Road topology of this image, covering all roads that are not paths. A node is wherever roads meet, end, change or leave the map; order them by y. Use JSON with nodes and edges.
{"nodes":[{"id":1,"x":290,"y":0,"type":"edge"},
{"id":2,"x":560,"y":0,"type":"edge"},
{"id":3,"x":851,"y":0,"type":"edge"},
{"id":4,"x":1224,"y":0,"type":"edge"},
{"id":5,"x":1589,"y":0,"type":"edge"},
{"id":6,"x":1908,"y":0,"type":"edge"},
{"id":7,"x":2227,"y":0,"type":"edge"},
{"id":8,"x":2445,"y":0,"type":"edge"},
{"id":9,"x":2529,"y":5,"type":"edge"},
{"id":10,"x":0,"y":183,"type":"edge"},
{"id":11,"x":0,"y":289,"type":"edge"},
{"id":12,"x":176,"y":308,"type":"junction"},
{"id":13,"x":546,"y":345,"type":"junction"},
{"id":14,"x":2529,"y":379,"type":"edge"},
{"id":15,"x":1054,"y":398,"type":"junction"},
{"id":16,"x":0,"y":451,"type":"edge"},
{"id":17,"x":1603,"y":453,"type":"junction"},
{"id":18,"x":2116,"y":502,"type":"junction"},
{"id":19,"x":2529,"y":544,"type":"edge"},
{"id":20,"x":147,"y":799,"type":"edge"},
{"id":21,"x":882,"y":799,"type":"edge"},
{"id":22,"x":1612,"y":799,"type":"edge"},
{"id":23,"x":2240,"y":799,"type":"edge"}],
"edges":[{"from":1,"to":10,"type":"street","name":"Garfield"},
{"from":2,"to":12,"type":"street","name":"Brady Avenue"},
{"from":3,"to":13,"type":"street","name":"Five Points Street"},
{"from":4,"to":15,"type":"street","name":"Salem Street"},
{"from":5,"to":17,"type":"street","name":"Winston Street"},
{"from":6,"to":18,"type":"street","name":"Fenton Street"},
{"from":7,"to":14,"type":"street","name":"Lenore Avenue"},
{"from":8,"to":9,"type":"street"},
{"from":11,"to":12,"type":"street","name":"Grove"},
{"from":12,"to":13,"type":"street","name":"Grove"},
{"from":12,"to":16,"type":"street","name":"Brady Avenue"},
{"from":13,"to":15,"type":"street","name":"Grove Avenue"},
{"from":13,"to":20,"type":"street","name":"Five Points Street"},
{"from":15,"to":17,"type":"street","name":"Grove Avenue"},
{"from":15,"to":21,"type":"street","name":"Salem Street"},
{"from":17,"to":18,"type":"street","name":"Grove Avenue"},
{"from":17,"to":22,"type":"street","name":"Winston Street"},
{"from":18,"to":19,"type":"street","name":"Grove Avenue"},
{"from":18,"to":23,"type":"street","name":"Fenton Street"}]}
•••
» **Brief**
Word for word, restate each of the records above.

» **Task output**
Road topology of this image, covering all roads that are not paths. A node is wherever roads meet, end, change or leave the map; order them by y. Use JSON with nodes and edges.
{"nodes":[{"id":1,"x":290,"y":0,"type":"edge"},
{"id":2,"x":560,"y":0,"type":"edge"},
{"id":3,"x":851,"y":0,"type":"edge"},
{"id":4,"x":1224,"y":0,"type":"edge"},
{"id":5,"x":1589,"y":0,"type":"edge"},
{"id":6,"x":1908,"y":0,"type":"edge"},
{"id":7,"x":2227,"y":0,"type":"edge"},
{"id":8,"x":2445,"y":0,"type":"edge"},
{"id":9,"x":2529,"y":5,"type":"edge"},
{"id":10,"x":0,"y":183,"type":"edge"},
{"id":11,"x":0,"y":289,"type":"edge"},
{"id":12,"x":176,"y":308,"type":"junction"},
{"id":13,"x":546,"y":345,"type":"junction"},
{"id":14,"x":2529,"y":379,"type":"edge"},
{"id":15,"x":1054,"y":398,"type":"junction"},
{"id":16,"x":0,"y":451,"type":"edge"},
{"id":17,"x":1603,"y":453,"type":"junction"},
{"id":18,"x":2116,"y":502,"type":"junction"},
{"id":19,"x":2529,"y":544,"type":"edge"},
{"id":20,"x":147,"y":799,"type":"edge"},
{"id":21,"x":882,"y":799,"type":"edge"},
{"id":22,"x":1612,"y":799,"type":"edge"},
{"id":23,"x":2240,"y":799,"type":"edge"}],
"edges":[{"from":1,"to":10,"type":"street","name":"Garfield"},
{"from":2,"to":12,"type":"street","name":"Brady Avenue"},
{"from":3,"to":13,"type":"street","name":"Five Points Street"},
{"from":4,"to":15,"type":"street","name":"Salem Street"},
{"from":5,"to":17,"type":"street","name":"Winston Street"},
{"from":6,"to":18,"type":"street","name":"Fenton Street"},
{"from":7,"to":14,"type":"street","name":"Lenore Avenue"},
{"from":8,"to":9,"type":"street"},
{"from":11,"to":12,"type":"street","name":"Grove"},
{"from":12,"to":13,"type":"street","name":"Grove"},
{"from":12,"to":16,"type":"street","name":"Brady Avenue"},
{"from":13,"to":15,"type":"street","name":"Grove Avenue"},
{"from":13,"to":20,"type":"street","name":"Five Points Street"},
{"from":15,"to":17,"type":"street","name":"Grove Avenue"},
{"from":15,"to":21,"type":"street","name":"Salem Street"},
{"from":17,"to":18,"type":"street","name":"Grove Avenue"},
{"from":17,"to":22,"type":"street","name":"Winston Street"},
{"from":18,"to":19,"type":"street","name":"Grove Avenue"},
{"from":18,"to":23,"type":"street","name":"Fenton Street"}]}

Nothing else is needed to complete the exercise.